» **WORK INSTRUCTION**: Print the data below again in full, exactly as it stands, with no images.

» **RECORD EXCERPTS**:
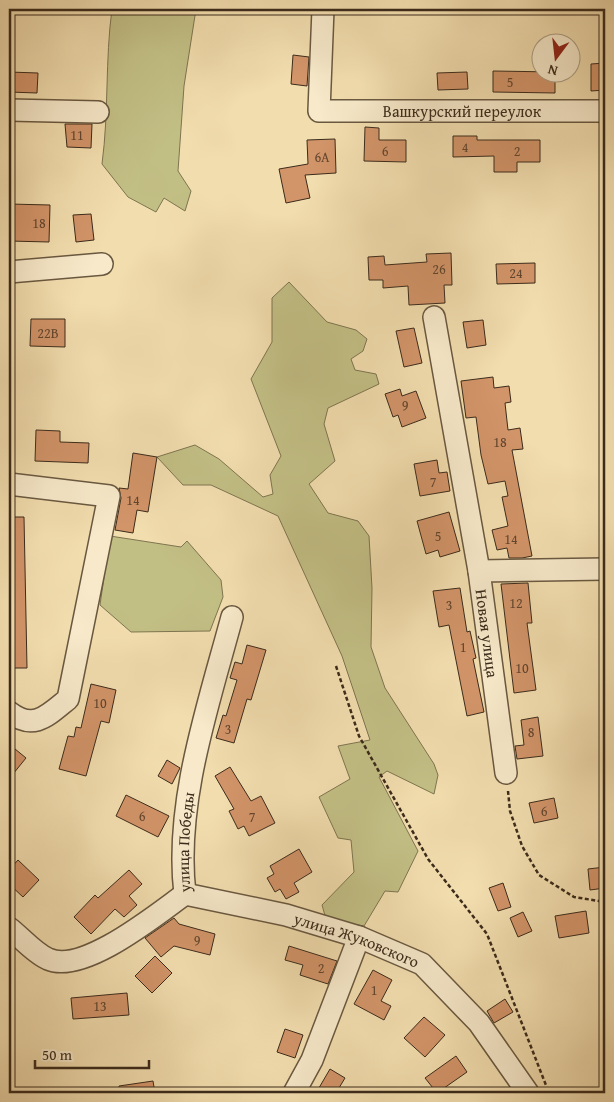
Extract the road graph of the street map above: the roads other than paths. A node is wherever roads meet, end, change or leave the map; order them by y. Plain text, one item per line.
1 (323, 9) edge
2 (9, 110) edge
3 (605, 111) edge
4 (98, 112) dead end
5 (102, 264) dead end
6 (9, 272) edge
7 (434, 317) dead end
8 (9, 484) edge
9 (605, 569) edge
10 (478, 570) junction
11 (232, 618) dead end
12 (9, 712) edge
13 (506, 773) road end
14 (185, 894) junction
15 (9, 928) edge
16 (359, 937) junction
17 (294, 1093) edge
18 (528, 1093) edge

1 - 3 street, Вашкурский переулок
2 - 4 street
5 - 6 street
7 - 10 street, Новая улица
8 - 12 street
9 - 10 street
10 - 13 street, Новая улица
11 - 14 street, улица Победы
14 - 15 street, улица Победы
14 - 16 street, улица Жуковского
16 - 17 street
16 - 18 street, улица Жуковского

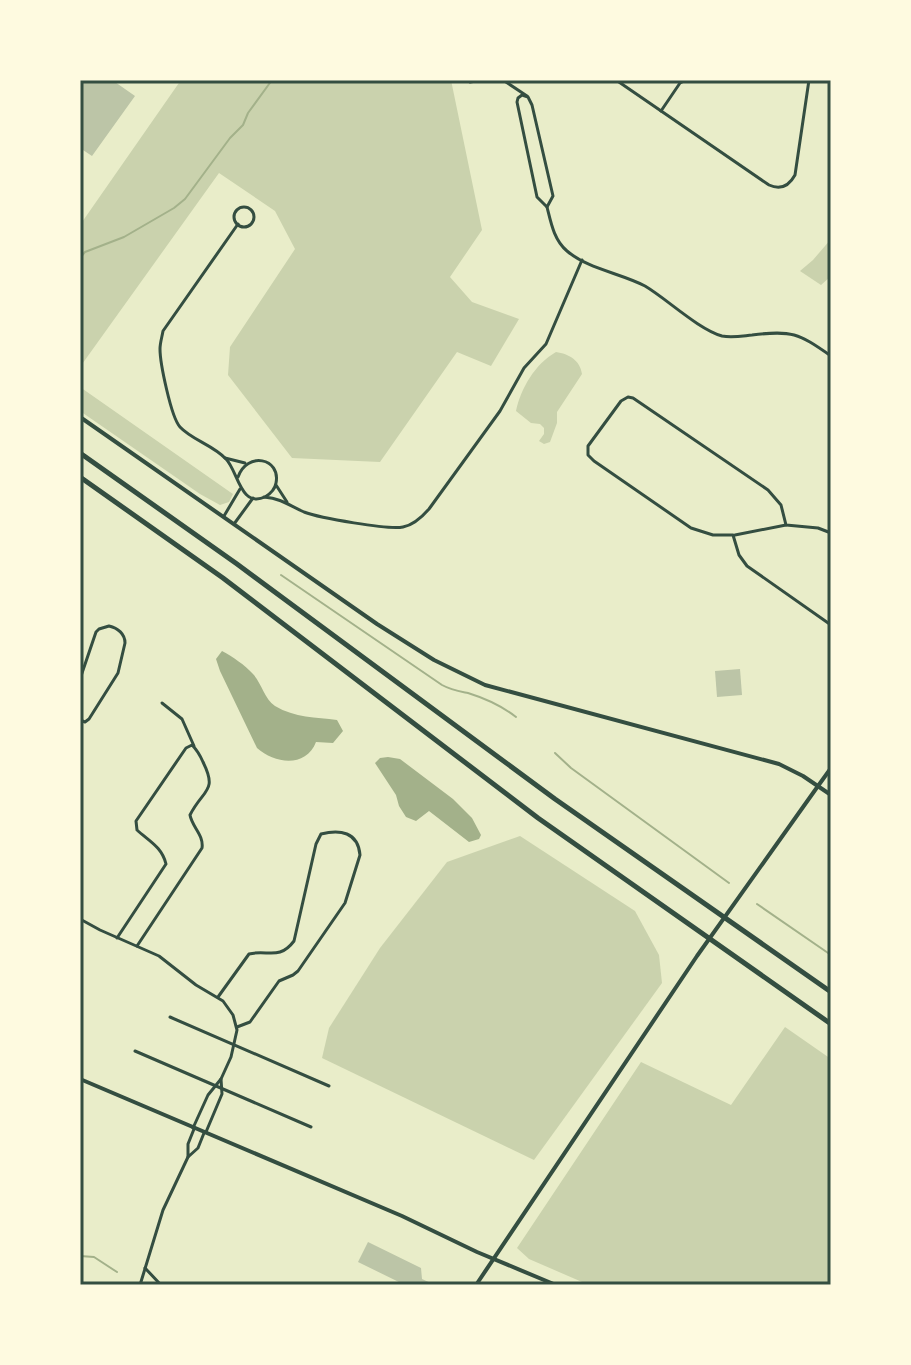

» **THE COMPLETED TASK**:
Extract the road graph of the street map above: the roads other than paths. A node is wherever roads meet, end, change or leave the map; order them by y. Plain text, one item per line.
1 (323, 9) edge
2 (9, 110) edge
3 (605, 111) edge
4 (98, 112) dead end
5 (102, 264) dead end
6 (9, 272) edge
7 (434, 317) dead end
8 (9, 484) edge
9 (605, 569) edge
10 (478, 570) junction
11 (232, 618) dead end
12 (9, 712) edge
13 (506, 773) road end
14 (185, 894) junction
15 (9, 928) edge
16 (359, 937) junction
17 (294, 1093) edge
18 (528, 1093) edge

1 - 3 street, Вашкурский переулок
2 - 4 street
5 - 6 street
7 - 10 street, Новая улица
8 - 12 street
9 - 10 street
10 - 13 street, Новая улица
11 - 14 street, улица Победы
14 - 15 street, улица Победы
14 - 16 street, улица Жуковского
16 - 17 street
16 - 18 street, улица Жуковского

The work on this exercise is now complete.